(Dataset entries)
•••

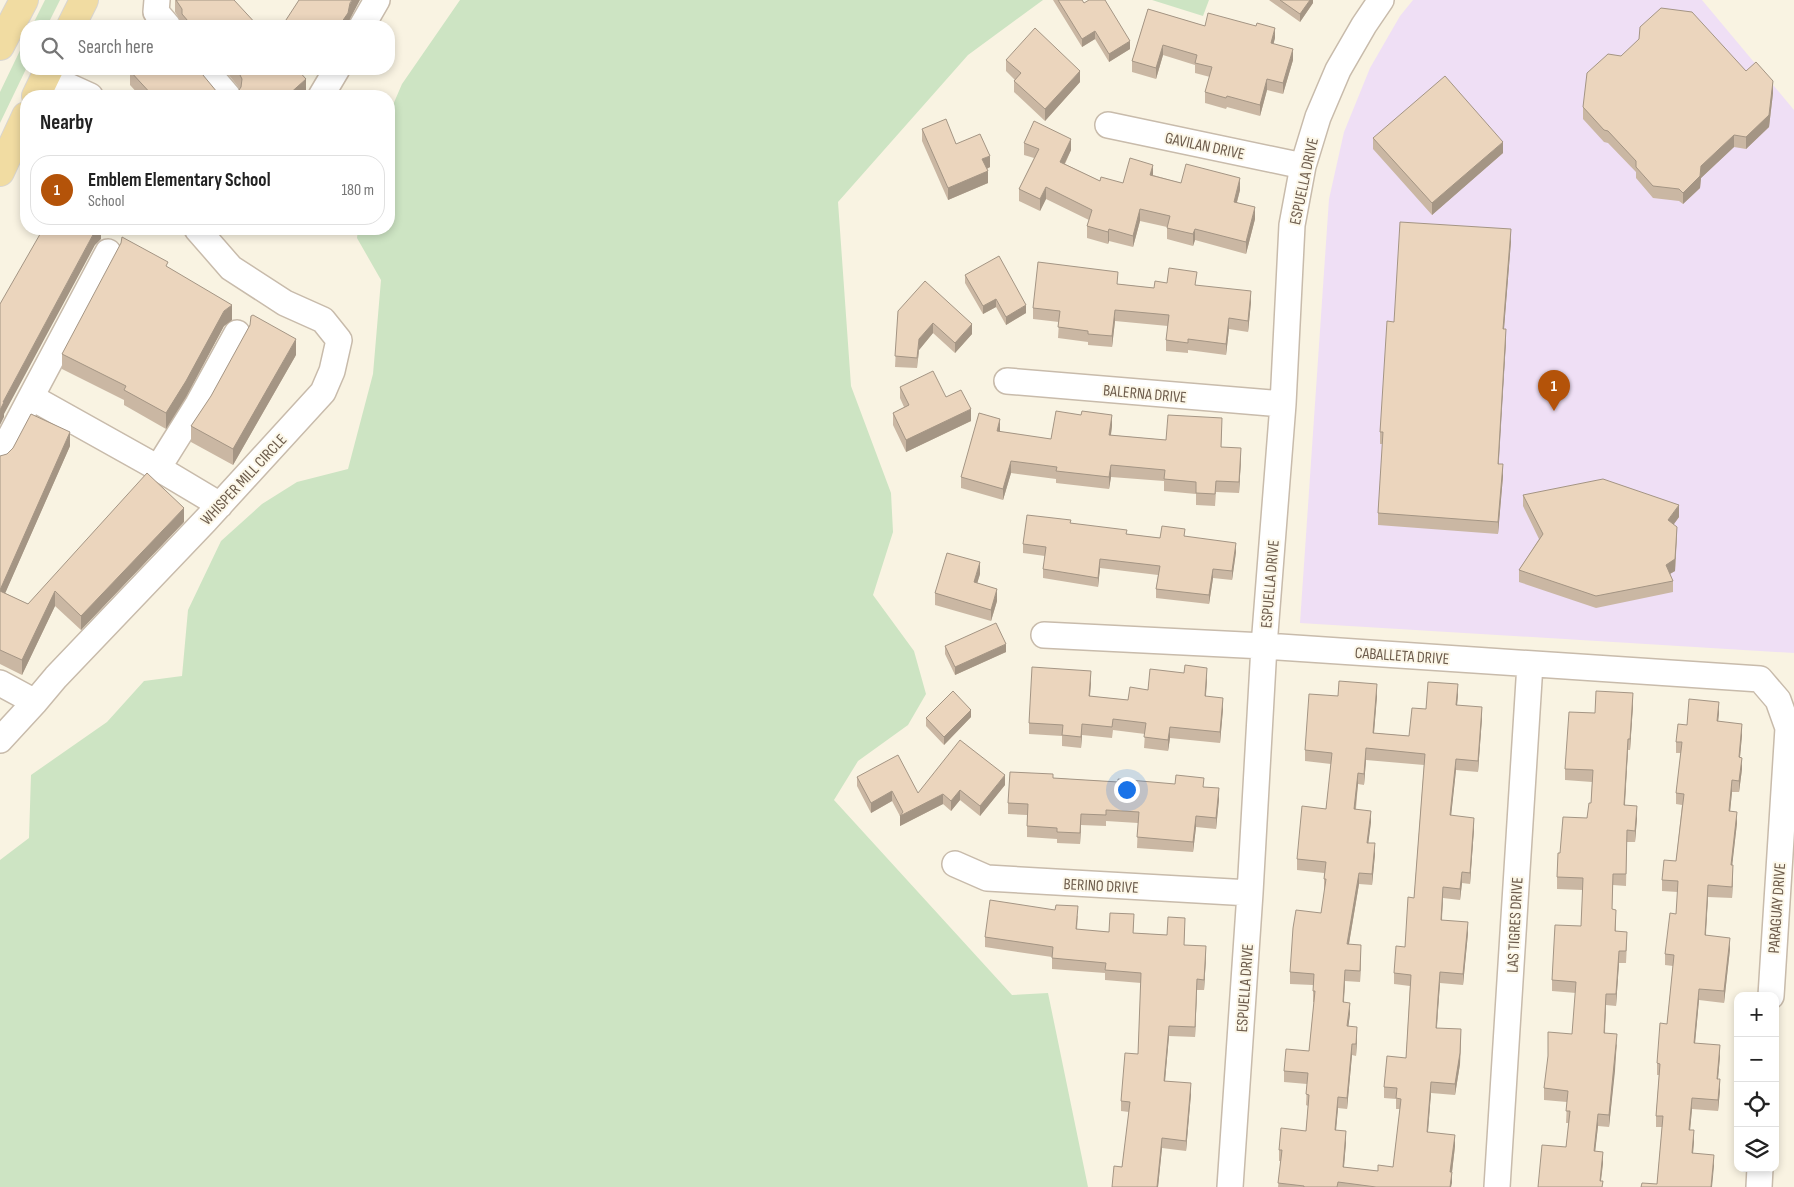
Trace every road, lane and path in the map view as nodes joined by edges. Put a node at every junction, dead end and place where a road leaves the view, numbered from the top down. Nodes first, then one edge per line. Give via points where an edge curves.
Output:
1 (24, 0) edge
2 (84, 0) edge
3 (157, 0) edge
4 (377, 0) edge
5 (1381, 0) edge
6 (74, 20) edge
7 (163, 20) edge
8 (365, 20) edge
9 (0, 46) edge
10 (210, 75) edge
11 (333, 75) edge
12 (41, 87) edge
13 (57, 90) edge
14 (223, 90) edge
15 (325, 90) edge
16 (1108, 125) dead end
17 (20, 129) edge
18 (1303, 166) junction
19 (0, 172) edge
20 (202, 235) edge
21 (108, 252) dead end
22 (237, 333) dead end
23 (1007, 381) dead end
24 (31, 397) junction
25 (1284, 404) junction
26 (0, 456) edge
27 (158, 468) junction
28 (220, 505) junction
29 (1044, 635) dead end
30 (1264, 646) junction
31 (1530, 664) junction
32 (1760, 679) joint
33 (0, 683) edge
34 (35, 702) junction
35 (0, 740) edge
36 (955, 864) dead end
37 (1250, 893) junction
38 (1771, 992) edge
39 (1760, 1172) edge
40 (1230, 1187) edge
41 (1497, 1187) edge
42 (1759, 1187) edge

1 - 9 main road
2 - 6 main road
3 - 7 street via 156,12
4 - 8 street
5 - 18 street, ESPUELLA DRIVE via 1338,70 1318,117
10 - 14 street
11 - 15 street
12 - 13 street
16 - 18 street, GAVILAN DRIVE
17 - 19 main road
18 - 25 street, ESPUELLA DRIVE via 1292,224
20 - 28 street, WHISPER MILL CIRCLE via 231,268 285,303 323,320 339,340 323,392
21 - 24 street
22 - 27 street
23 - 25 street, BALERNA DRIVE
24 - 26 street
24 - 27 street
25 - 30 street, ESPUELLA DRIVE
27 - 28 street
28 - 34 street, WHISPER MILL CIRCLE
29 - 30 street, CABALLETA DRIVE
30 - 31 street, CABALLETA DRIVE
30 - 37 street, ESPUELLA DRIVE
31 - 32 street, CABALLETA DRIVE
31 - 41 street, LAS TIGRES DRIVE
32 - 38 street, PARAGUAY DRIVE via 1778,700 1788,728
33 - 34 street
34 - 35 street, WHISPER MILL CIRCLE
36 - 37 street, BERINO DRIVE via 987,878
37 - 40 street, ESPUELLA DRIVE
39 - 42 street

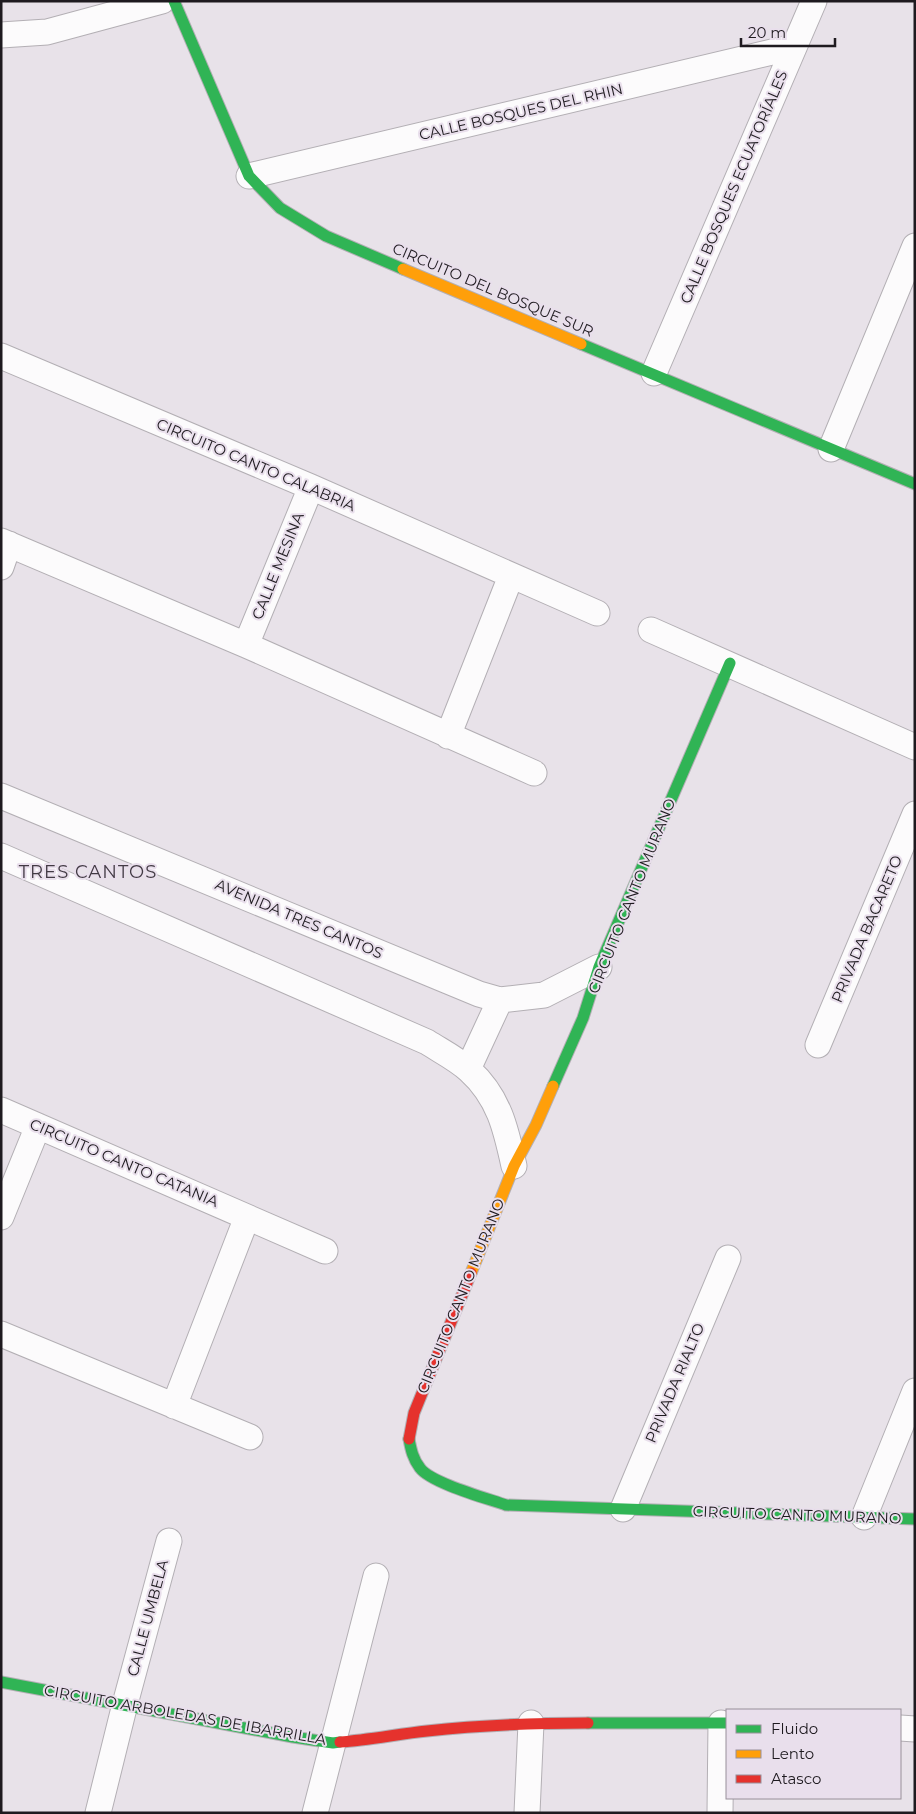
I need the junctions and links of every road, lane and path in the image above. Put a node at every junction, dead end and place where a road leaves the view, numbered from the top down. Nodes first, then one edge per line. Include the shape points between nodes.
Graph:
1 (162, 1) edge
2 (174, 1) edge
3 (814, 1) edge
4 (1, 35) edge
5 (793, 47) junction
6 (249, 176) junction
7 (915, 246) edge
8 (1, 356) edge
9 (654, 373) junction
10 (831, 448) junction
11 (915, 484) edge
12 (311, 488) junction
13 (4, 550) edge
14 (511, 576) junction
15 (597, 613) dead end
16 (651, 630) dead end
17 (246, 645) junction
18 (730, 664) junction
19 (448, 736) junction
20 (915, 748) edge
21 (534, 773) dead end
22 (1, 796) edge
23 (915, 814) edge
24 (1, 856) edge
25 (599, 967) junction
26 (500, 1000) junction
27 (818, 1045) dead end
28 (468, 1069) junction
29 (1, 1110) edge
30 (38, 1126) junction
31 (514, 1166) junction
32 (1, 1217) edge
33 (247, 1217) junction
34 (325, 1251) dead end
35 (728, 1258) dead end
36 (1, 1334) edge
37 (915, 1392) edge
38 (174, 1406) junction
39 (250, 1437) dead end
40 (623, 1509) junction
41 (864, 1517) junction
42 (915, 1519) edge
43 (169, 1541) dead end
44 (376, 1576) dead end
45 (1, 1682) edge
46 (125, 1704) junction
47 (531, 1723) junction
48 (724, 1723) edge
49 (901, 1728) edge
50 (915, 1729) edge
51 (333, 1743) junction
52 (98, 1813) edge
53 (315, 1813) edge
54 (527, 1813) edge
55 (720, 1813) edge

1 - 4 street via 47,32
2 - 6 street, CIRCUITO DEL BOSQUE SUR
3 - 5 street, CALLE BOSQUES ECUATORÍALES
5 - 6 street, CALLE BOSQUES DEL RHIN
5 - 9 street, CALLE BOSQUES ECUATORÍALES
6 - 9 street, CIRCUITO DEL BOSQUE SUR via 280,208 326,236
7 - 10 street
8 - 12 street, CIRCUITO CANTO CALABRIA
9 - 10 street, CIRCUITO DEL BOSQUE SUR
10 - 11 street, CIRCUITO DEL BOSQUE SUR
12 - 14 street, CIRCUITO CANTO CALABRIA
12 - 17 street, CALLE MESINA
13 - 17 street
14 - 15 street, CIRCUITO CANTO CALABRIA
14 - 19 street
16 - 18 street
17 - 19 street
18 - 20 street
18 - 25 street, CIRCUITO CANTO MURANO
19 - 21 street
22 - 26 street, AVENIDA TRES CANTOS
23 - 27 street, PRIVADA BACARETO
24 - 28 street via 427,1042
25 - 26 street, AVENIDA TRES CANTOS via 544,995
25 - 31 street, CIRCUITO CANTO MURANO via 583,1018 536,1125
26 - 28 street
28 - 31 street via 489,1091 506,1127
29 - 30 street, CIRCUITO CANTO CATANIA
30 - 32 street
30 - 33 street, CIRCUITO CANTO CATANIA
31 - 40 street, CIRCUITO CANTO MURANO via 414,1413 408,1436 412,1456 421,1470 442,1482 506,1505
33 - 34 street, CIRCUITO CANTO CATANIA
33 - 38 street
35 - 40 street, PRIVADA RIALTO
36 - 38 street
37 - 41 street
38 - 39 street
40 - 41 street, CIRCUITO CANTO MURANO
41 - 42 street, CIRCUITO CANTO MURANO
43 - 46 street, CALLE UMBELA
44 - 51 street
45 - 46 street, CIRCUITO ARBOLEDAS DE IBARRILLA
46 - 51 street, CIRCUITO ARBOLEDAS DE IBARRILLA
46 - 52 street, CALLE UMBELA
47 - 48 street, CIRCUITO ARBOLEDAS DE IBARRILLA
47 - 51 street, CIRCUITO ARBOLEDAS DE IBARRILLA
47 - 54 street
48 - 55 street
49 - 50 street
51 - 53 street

•••

§ PROBLEM DETAILS
All of the lines above should be copied exactly, apart from the pictures.

§ SOLUTION FOR THIS PROBLEM
Trace every road, lane and path in the map view as nodes joined by edges. Put a node at every junction, dead end and place where a road leaves the view, numbered from the top down. Nodes first, then one edge per line. Give via points where an edge curves.
Output:
1 (24, 0) edge
2 (84, 0) edge
3 (157, 0) edge
4 (377, 0) edge
5 (1381, 0) edge
6 (74, 20) edge
7 (163, 20) edge
8 (365, 20) edge
9 (0, 46) edge
10 (210, 75) edge
11 (333, 75) edge
12 (41, 87) edge
13 (57, 90) edge
14 (223, 90) edge
15 (325, 90) edge
16 (1108, 125) dead end
17 (20, 129) edge
18 (1303, 166) junction
19 (0, 172) edge
20 (202, 235) edge
21 (108, 252) dead end
22 (237, 333) dead end
23 (1007, 381) dead end
24 (31, 397) junction
25 (1284, 404) junction
26 (0, 456) edge
27 (158, 468) junction
28 (220, 505) junction
29 (1044, 635) dead end
30 (1264, 646) junction
31 (1530, 664) junction
32 (1760, 679) joint
33 (0, 683) edge
34 (35, 702) junction
35 (0, 740) edge
36 (955, 864) dead end
37 (1250, 893) junction
38 (1771, 992) edge
39 (1760, 1172) edge
40 (1230, 1187) edge
41 (1497, 1187) edge
42 (1759, 1187) edge

1 - 9 main road
2 - 6 main road
3 - 7 street via 156,12
4 - 8 street
5 - 18 street, ESPUELLA DRIVE via 1338,70 1318,117
10 - 14 street
11 - 15 street
12 - 13 street
16 - 18 street, GAVILAN DRIVE
17 - 19 main road
18 - 25 street, ESPUELLA DRIVE via 1292,224
20 - 28 street, WHISPER MILL CIRCLE via 231,268 285,303 323,320 339,340 323,392
21 - 24 street
22 - 27 street
23 - 25 street, BALERNA DRIVE
24 - 26 street
24 - 27 street
25 - 30 street, ESPUELLA DRIVE
27 - 28 street
28 - 34 street, WHISPER MILL CIRCLE
29 - 30 street, CABALLETA DRIVE
30 - 31 street, CABALLETA DRIVE
30 - 37 street, ESPUELLA DRIVE
31 - 32 street, CABALLETA DRIVE
31 - 41 street, LAS TIGRES DRIVE
32 - 38 street, PARAGUAY DRIVE via 1778,700 1788,728
33 - 34 street
34 - 35 street, WHISPER MILL CIRCLE
36 - 37 street, BERINO DRIVE via 987,878
37 - 40 street, ESPUELLA DRIVE
39 - 42 street

I need the junctions and links of every road, lane and path in the image above. Put a node at every junction, dead end and place where a road leaves the view, numbered from the top down. Nodes first, then one edge per line. Include the shape points between nodes.
Graph:
1 (162, 1) edge
2 (174, 1) edge
3 (814, 1) edge
4 (1, 35) edge
5 (793, 47) junction
6 (249, 176) junction
7 (915, 246) edge
8 (1, 356) edge
9 (654, 373) junction
10 (831, 448) junction
11 (915, 484) edge
12 (311, 488) junction
13 (4, 550) edge
14 (511, 576) junction
15 (597, 613) dead end
16 (651, 630) dead end
17 (246, 645) junction
18 (730, 664) junction
19 (448, 736) junction
20 (915, 748) edge
21 (534, 773) dead end
22 (1, 796) edge
23 (915, 814) edge
24 (1, 856) edge
25 (599, 967) junction
26 (500, 1000) junction
27 (818, 1045) dead end
28 (468, 1069) junction
29 (1, 1110) edge
30 (38, 1126) junction
31 (514, 1166) junction
32 (1, 1217) edge
33 (247, 1217) junction
34 (325, 1251) dead end
35 (728, 1258) dead end
36 (1, 1334) edge
37 (915, 1392) edge
38 (174, 1406) junction
39 (250, 1437) dead end
40 (623, 1509) junction
41 (864, 1517) junction
42 (915, 1519) edge
43 (169, 1541) dead end
44 (376, 1576) dead end
45 (1, 1682) edge
46 (125, 1704) junction
47 (531, 1723) junction
48 (724, 1723) edge
49 (901, 1728) edge
50 (915, 1729) edge
51 (333, 1743) junction
52 (98, 1813) edge
53 (315, 1813) edge
54 (527, 1813) edge
55 (720, 1813) edge

1 - 4 street via 47,32
2 - 6 street, CIRCUITO DEL BOSQUE SUR
3 - 5 street, CALLE BOSQUES ECUATORÍALES
5 - 6 street, CALLE BOSQUES DEL RHIN
5 - 9 street, CALLE BOSQUES ECUATORÍALES
6 - 9 street, CIRCUITO DEL BOSQUE SUR via 280,208 326,236
7 - 10 street
8 - 12 street, CIRCUITO CANTO CALABRIA
9 - 10 street, CIRCUITO DEL BOSQUE SUR
10 - 11 street, CIRCUITO DEL BOSQUE SUR
12 - 14 street, CIRCUITO CANTO CALABRIA
12 - 17 street, CALLE MESINA
13 - 17 street
14 - 15 street, CIRCUITO CANTO CALABRIA
14 - 19 street
16 - 18 street
17 - 19 street
18 - 20 street
18 - 25 street, CIRCUITO CANTO MURANO
19 - 21 street
22 - 26 street, AVENIDA TRES CANTOS
23 - 27 street, PRIVADA BACARETO
24 - 28 street via 427,1042
25 - 26 street, AVENIDA TRES CANTOS via 544,995
25 - 31 street, CIRCUITO CANTO MURANO via 583,1018 536,1125
26 - 28 street
28 - 31 street via 489,1091 506,1127
29 - 30 street, CIRCUITO CANTO CATANIA
30 - 32 street
30 - 33 street, CIRCUITO CANTO CATANIA
31 - 40 street, CIRCUITO CANTO MURANO via 414,1413 408,1436 412,1456 421,1470 442,1482 506,1505
33 - 34 street, CIRCUITO CANTO CATANIA
33 - 38 street
35 - 40 street, PRIVADA RIALTO
36 - 38 street
37 - 41 street
38 - 39 street
40 - 41 street, CIRCUITO CANTO MURANO
41 - 42 street, CIRCUITO CANTO MURANO
43 - 46 street, CALLE UMBELA
44 - 51 street
45 - 46 street, CIRCUITO ARBOLEDAS DE IBARRILLA
46 - 51 street, CIRCUITO ARBOLEDAS DE IBARRILLA
46 - 52 street, CALLE UMBELA
47 - 48 street, CIRCUITO ARBOLEDAS DE IBARRILLA
47 - 51 street, CIRCUITO ARBOLEDAS DE IBARRILLA
47 - 54 street
48 - 55 street
49 - 50 street
51 - 53 street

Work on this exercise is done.